Hennessy reported to the group that she had made a presentation to the school board at its last meeting and they had asked her to draft a letter to RAPCA, Cemex, and the OEPA, indicating their support of GEC’s opposition to the tire burn.
“There are no limits for the pollutants they are testing for,” Hennessy said of the CEMS, “no penalties.”
The tests will be a before-and-after comparison that looks for significant emissions increases over what currently exist from burning coal. She is concerned with the particulate plume that extends well beyond Yellow Springs, which is downwind from the facility.
“Particulate emissions are a magnet for the toxic substances of emissions,” she said. “CEMS don’t mean anything without limits.”
Rolitsky told the group that the safest way to burn tires is to design a plant from the bottom up with proper after burners. Burning tires in an older facility, such as the Cemex Fairborn plant, is the worst way to do it, he said.

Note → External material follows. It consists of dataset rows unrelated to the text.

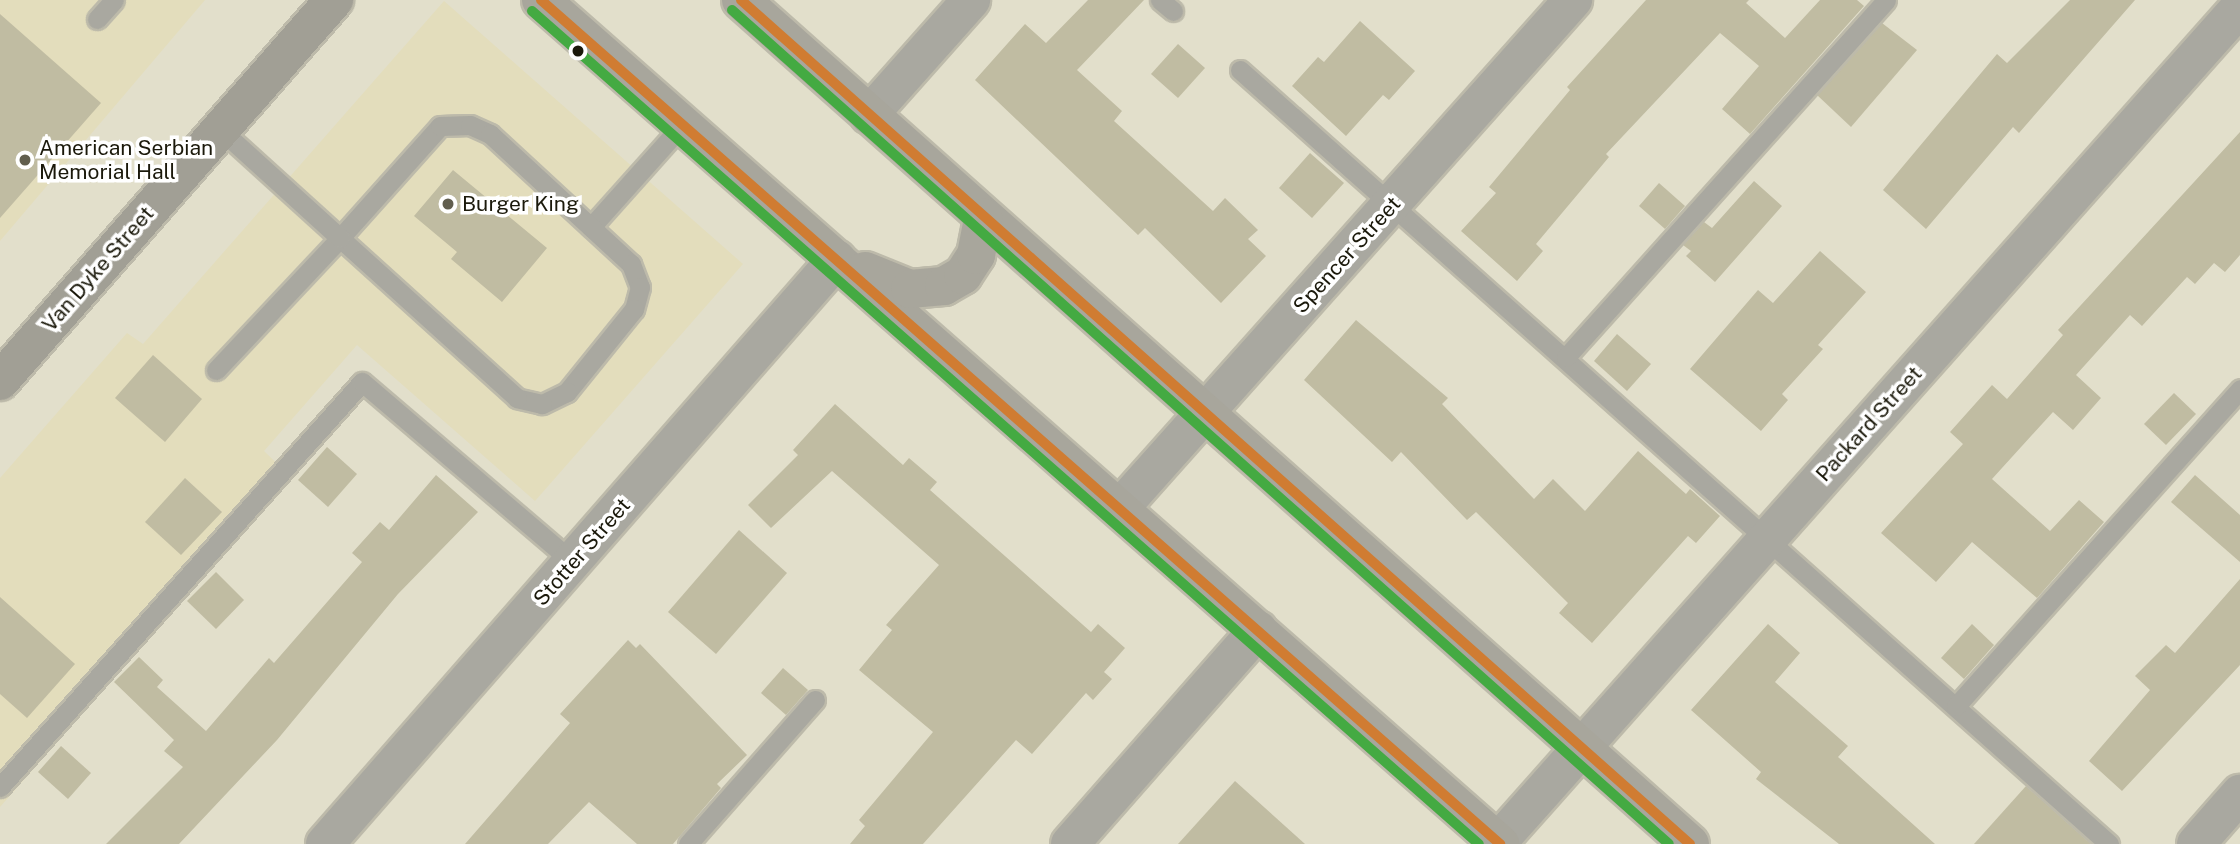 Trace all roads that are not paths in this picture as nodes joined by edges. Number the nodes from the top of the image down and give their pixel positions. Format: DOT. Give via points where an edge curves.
graph roads {
  1 [pos="114,0"];
  2 [pos="334,0"];
  3 [pos="541,0"];
  4 [pos="741,0"];
  5 [pos="971,0"];
  6 [pos="1573,0"];
  7 [pos="1886,0"];
  8 [pos="2240,7"];
  9 [pos="97,19"];
  10 [pos="1240,70"];
  11 [pos="869,115"];
  12 [pos="683,124"];
  13 [pos="220,130"];
  14 [pos="1392,204"];
  15 [pos="984,218"];
  16 [pos="591,227"];
  17 [pos="340,238"];
  18 [pos="838,259"];
  19 [pos="1566,358"];
  20 [pos="216,370"];
  21 [pos="0,381"];
  22 [pos="2240,389"];
  23 [pos="1204,416"];
  24 [pos="1120,508"];
  25 [pos="1768,538"];
  26 [pos="573,562"];
  27 [pos="1258,630"];
  28 [pos="815,700"];
  29 [pos="1956,706"];
  30 [pos="1581,748"];
  31 [pos="0,787"];
  32 [pos="2240,794"];
  33 [pos="1499,843"];
  34 [pos="325,844"];
  35 [pos="688,844"];
  36 [pos="1070,844"];
  37 [pos="1690,844"];
  38 [pos="2109,844"];
  39 [pos="2196,844"];
  1 -- 9 [label="lane"];
  2 -- 13 [label="main road, Van Dyke Street"];
  3 -- 12 [label="main road"];
  4 -- 11 [label="main road"];
  5 -- 11 [label="street"];
  6 -- 14 [label="street, Spencer Street"];
  7 -- 19 [label="lane"];
  8 -- 25 [label="street, Packard Street"];
  10 -- 14 [label="lane"];
  11 -- 15 [label="main road"];
  12 -- 16 [label="lane"];
  12 -- 18 [label="main road"];
  13 -- 17 [label="lane"];
  13 -- 21 [label="main road, Van Dyke Street"];
  14 -- 19 [label="lane"];
  14 -- 23 [label="street, Spencer Street"];
  15 -- 18 [label="main road" via="976,255 963,275 943,286 910,289"];
  15 -- 23 [label="main road"];
  16 -- 17 [label="lane" via="490,134 470,125 440,126"];
  16 -- 17 [label="lane" via="631,264 639,287 634,309 567,392 542,404 517,398"];
  17 -- 20 [label="lane"];
  18 -- 24 [label="main road"];
  18 -- 26 [label="street, Stotter Street"];
  19 -- 25 [label="lane"];
  22 -- 29 [label="lane"];
  23 -- 24 [label="street, Spencer Street"];
  23 -- 30 [label="main road"];
  24 -- 27 [label="main road"];
  25 -- 29 [label="lane"];
  25 -- 30 [label="street, Packard Street"];
  26 -- 31 [label="lane" via="362,382"];
  26 -- 34 [label="street, Stotter Street"];
  27 -- 33 [label="main road"];
  27 -- 36 [label="street"];
  28 -- 35 [label="lane"];
  29 -- 38 [label="lane"];
  30 -- 33 [label="street, Packard Street"];
  30 -- 37 [label="main road"];
  32 -- 39 [label="street"];
} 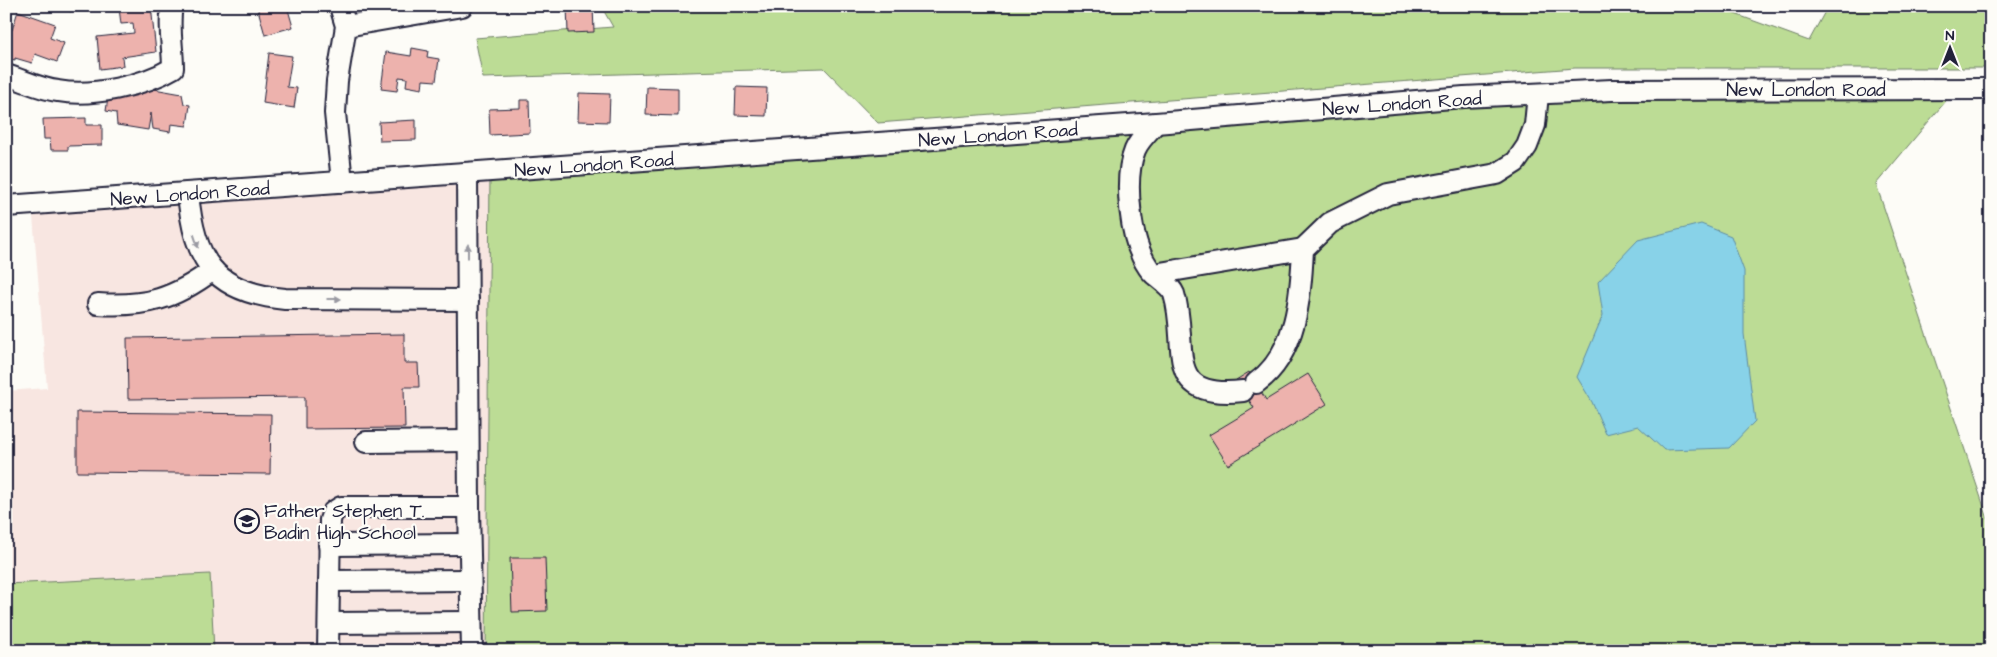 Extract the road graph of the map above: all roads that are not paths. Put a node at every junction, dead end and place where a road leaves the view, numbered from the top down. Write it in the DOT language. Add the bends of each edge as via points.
graph roads {
  1 [pos="340,6"];
  2 [pos="462,6"];
  3 [pos="170,14"];
  4 [pos="346,26"];
  5 [pos="6,75"];
  6 [pos="1991,89"];
  7 [pos="1538,94"];
  8 [pos="1156,122"];
  9 [pos="468,173"];
  10 [pos="342,182"];
  11 [pos="188,193"];
  12 [pos="6,206"];
  13 [pos="1303,249"];
  14 [pos="212,270"];
  15 [pos="1154,274"];
  16 [pos="468,300"];
  17 [pos="98,304"];
  18 [pos="468,441"];
  19 [pos="366,442"];
  20 [pos="469,507"];
  21 [pos="469,544"];
  22 [pos="329,546"];
  23 [pos="470,580"];
  24 [pos="329,581"];
  25 [pos="471,622"];
  26 [pos="329,623"];
  27 [pos="328,651"];
  28 [pos="472,651"];
  1 -- 4 [label="street"];
  2 -- 4 [label="street"];
  3 -- 5 [label="street" via="173,68 156,78 121,87 58,91"];
  4 -- 10 [label="street" via="335,112"];
  6 -- 7 [label="street, New London Road" via="1612,90"];
  7 -- 8 [label="street, New London Road"];
  7 -- 13 [label="street" via="1535,126 1516,162 1497,174 1388,194 1330,223"];
  8 -- 9 [label="street, New London Road"];
  8 -- 15 [label="street" via="1136,148 1129,169 1137,246"];
  9 -- 10 [label="street, New London Road"];
  16 -- 9 [label="street, one-way"];
  10 -- 11 [label="street, New London Road"];
  11 -- 12 [label="street, New London Road"];
  11 -- 14 [label="street, one-way" via="191,224 198,246"];
  13 -- 15 [label="street"];
  13 -- 15 [label="street" via="1301,298 1282,354 1266,376 1249,387 1221,393 1193,384 1184,371 1174,293"];
  14 -- 16 [label="street, one-way" via="223,281 265,297"];
  14 -- 17 [label="street" via="189,288 165,298"];
  16 -- 18 [label="street"];
  18 -- 19 [label="street"];
  18 -- 20 [label="street"];
  20 -- 21 [label="street"];
  20 -- 22 [label="street" via="341,507 333,512 330,520"];
  21 -- 22 [label="street"];
  21 -- 23 [label="street"];
  22 -- 24 [label="street"];
  23 -- 24 [label="street"];
  23 -- 25 [label="street"];
  24 -- 26 [label="street"];
  25 -- 26 [label="street"];
  25 -- 28 [label="street"];
  26 -- 27 [label="street"];
} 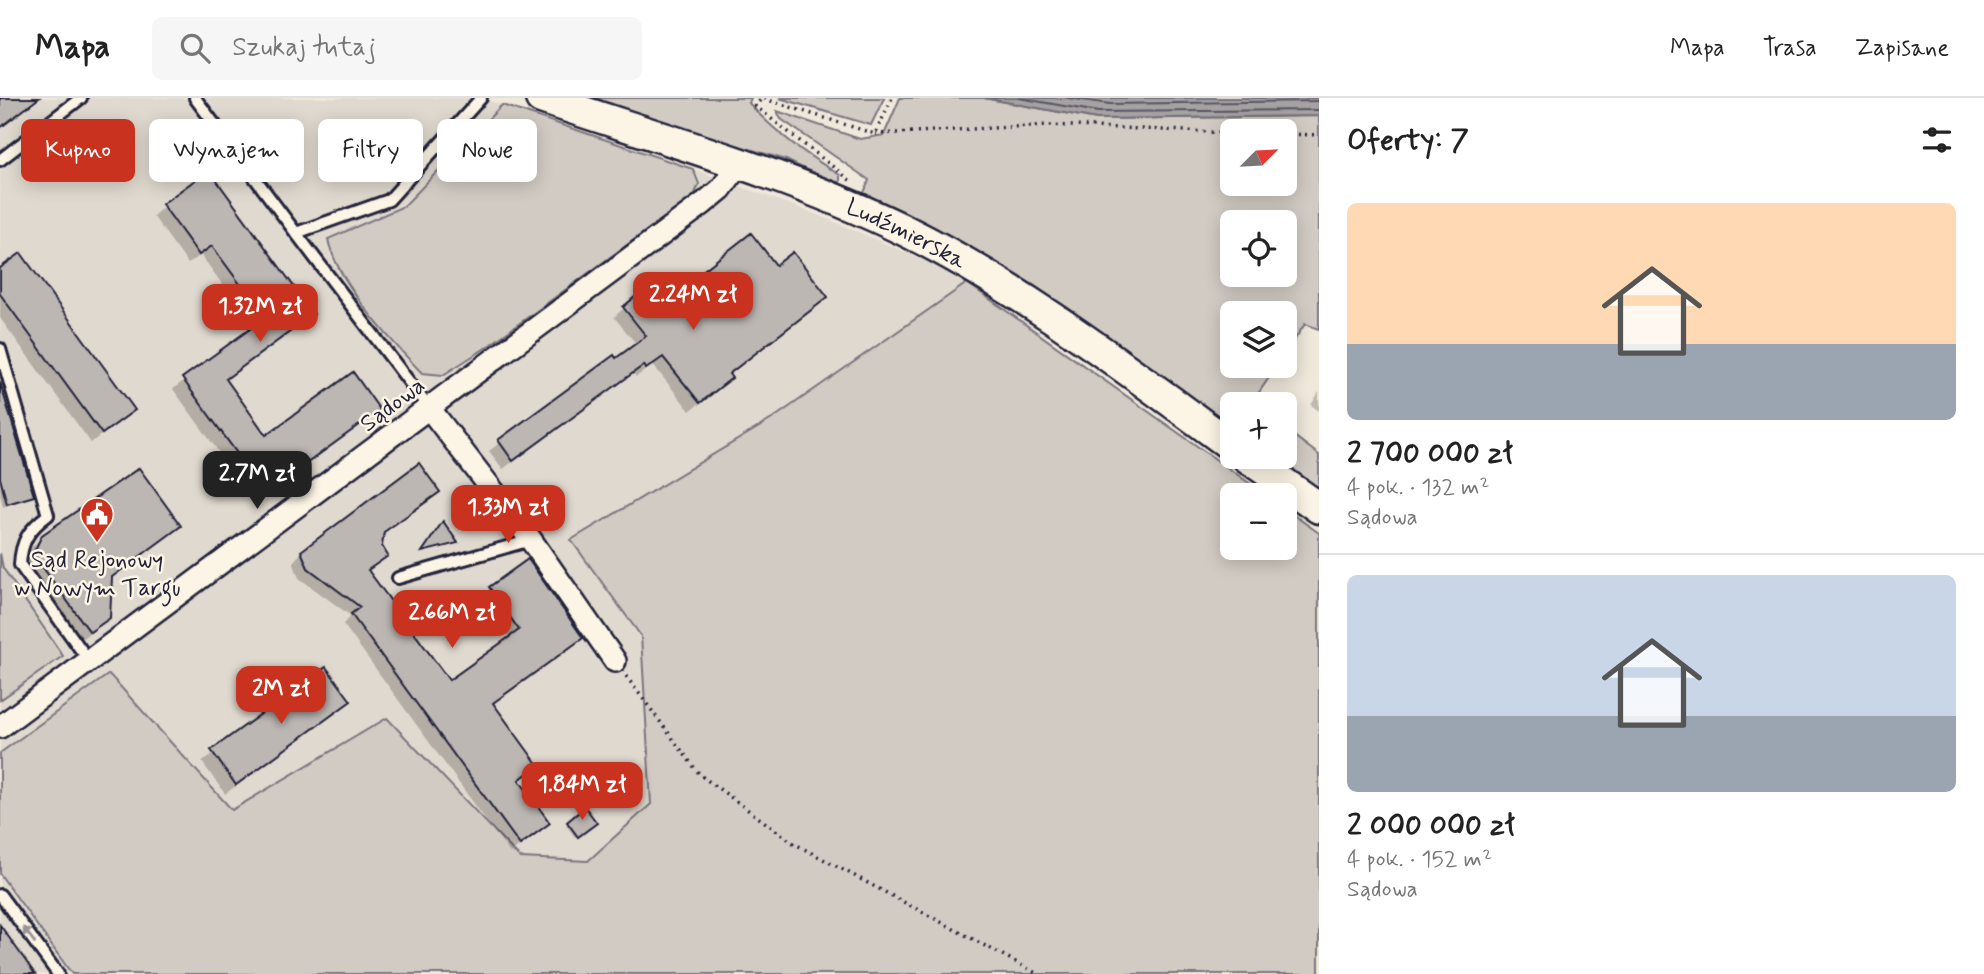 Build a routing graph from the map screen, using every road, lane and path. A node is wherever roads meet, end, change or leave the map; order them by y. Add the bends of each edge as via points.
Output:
1 (81, 98) edge
2 (195, 98) edge
3 (481, 98) edge
4 (541, 98) edge
5 (892, 98) edge
6 (1220, 132) edge
7 (875, 134) junction
8 (1297, 134) edge
9 (1319, 135) edge
10 (0, 160) edge
11 (739, 164) junction
12 (847, 204) junction
13 (296, 233) junction
14 (0, 349) edge
15 (429, 408) junction
16 (1220, 438) edge
17 (1264, 469) edge
18 (1319, 508) edge
19 (531, 540) junction
20 (398, 578) dead end
21 (89, 661) junction
22 (615, 661) joint
23 (0, 727) edge
24 (0, 895) edge
25 (58, 974) edge
26 (1038, 974) edge

1 - 10 lane
2 - 13 lane
3 - 13 lane via 389,200
4 - 11 main road, Ludźmierska
5 - 7 path
6 - 7 path via 1050,125
7 - 12 path via 762,99 755,106 846,174 857,190
8 - 9 path
11 - 12 main road, Ludźmierska
11 - 15 street, Sądowa via 704,203
12 - 16 main road, Ludźmierska via 983,274
13 - 15 lane
14 - 21 lane via 48,515 29,529 20,565
15 - 19 street
15 - 21 street, Sądowa
17 - 18 main road
19 - 20 lane
19 - 22 street
21 - 23 street, Sądowa
22 - 26 path via 700,775 794,844
25 -> 24 lane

“We need more people to be outraged to stop this,” Rolitsky said, going down a long list of toxic chemicals and heavy metals that result from the burning of tires. “Burning tires might be okay in a well designed, operated and maintained plant, but Cemex already has a bad record.”
Cement kilns, by their nature, do not provide enough oxygen to burn tires, as the process of making cement requires a low-oxygen burn, Rolitsky said. He also pointed out that Cemex will be burning whole tires, as opposed to tire-derived fuel or two-inch shreds of tire.
“The problem with burning whole tires is incomplete combustion. Tires don’t burn as cleanly as crumb rubber,” he said. “We bear all the risks and get none of the benefit. The state gets rid of tires.”
Rolitsky told the group he is tired of diagnosing cancer “at the tail end of this,” so he wants to do something at the front end.
Greene told the group that the community can get Cemex to agree to things. A negotiated agreement between OEPA and Cemex becomes part of the permit, she said.
According to Greene, one of the consequences of Cemex obtaining a permanent permit at this point is that the company would be grandfathered in, in spite of new legislation that might come down in the future.
“Currently, the EPA has no limitations on mercury emissions,” she said.
Clipboards were passed around the room for volunteers to sign up to help. T-shirts and yard signs were available for purchase, with the proceeds going to fund GEC’s efforts. Enthusiastic audience members talked about organizing protests similar to what had been done in the early nineties. No one seemed to want to leave after the presentation was over.
“Groups like ours are fighting this all over the world,” Falleur said.